Но тот же Лютер в XIX столетии стал еще и символом германского единства, не только национального, но и государственного — чаемого и наконец обретенного в 1871 году. Разумеется, это на первый взгляд странно: даже объединенный рейх, при всей влиятельности протестантских земель во главе с Пруссией, все равно моноконфессиональным не был и быть не мог. Саму историческую ситуацию 1520-х годов, когда одни князья Лютера поддерживают, а другие нет, и ничего с этим не поделаешь, можно рассматривать как благородное самостоянье человека; однако общенародного порыва государственного строительства в ней нет и в помине, а есть только мечта об уютно-центробежном существовании всех этих курфюршеств и герцогств.

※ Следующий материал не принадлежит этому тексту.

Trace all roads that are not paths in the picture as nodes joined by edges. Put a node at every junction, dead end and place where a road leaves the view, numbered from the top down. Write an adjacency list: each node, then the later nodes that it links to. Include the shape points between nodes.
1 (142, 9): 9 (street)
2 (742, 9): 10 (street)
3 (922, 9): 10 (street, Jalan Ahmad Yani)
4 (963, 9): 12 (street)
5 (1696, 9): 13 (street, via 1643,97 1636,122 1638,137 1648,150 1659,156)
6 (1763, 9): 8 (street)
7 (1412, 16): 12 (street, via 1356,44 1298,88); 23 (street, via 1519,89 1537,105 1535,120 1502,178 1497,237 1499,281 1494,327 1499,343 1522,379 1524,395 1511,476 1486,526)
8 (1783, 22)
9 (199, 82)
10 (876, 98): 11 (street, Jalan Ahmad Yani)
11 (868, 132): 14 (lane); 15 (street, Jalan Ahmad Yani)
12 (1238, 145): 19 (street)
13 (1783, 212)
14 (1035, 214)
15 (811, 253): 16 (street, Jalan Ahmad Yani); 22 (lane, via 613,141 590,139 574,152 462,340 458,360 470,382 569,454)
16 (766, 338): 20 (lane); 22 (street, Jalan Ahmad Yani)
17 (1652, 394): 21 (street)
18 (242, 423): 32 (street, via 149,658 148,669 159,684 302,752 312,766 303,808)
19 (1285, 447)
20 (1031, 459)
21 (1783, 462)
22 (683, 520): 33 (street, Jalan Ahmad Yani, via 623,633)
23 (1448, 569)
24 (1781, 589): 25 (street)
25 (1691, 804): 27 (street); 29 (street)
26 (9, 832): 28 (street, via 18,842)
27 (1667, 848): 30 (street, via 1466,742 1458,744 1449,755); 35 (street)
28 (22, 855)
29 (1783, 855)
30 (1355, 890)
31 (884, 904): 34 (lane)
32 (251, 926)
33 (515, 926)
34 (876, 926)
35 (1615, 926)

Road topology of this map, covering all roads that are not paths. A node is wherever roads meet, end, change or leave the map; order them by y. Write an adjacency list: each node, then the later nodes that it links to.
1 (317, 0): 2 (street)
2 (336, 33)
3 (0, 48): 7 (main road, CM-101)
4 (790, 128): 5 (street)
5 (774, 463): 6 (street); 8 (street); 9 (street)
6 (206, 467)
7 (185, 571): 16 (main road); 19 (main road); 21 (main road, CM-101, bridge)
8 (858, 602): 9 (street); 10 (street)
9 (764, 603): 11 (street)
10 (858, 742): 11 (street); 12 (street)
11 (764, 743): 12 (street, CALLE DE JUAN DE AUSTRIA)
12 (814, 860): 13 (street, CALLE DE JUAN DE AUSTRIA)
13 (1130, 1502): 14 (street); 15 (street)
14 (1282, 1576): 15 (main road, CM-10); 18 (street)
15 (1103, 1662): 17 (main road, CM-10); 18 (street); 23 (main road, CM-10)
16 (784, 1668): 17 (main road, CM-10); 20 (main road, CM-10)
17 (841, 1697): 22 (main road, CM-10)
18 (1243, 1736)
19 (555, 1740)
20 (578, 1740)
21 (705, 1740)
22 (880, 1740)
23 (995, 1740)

Но мыслители немецкого романтизма, фактически создавшие само новоевропейское понятие нации и национальности, поневоле приходили к тому, что нацию определяет язык — и тогда создатель общенародного языка и есть некоторым образом творец нации. Если до 1806 года хотя бы призрачным стержнем германского единства был император Священной Римской империи, то потом, за его отсутствием, нужно было отыскать фигуру вождя, которую можно было бы противопоставить Наполеону. Пробовали воспевать Арминия-Германа, легендарного предводителя германских племен, разбившего при Августе войска Квинтилия Вара в Тевтобургском лесу. И все же только Лютер с его истинно немецким изводом христианства оказался той персоной, которая примиряла всех: пока одни его именем удалялись в приватные дела благочестия, другие были уверены, что идея "всеобщего священства" должна привести ко вполне определенному политическому выводу — к созданию доброго национального государства, которое так хорошо справляется с физическими и нравственными нуждами граждан, что церковь в нем и не очень-то нужна.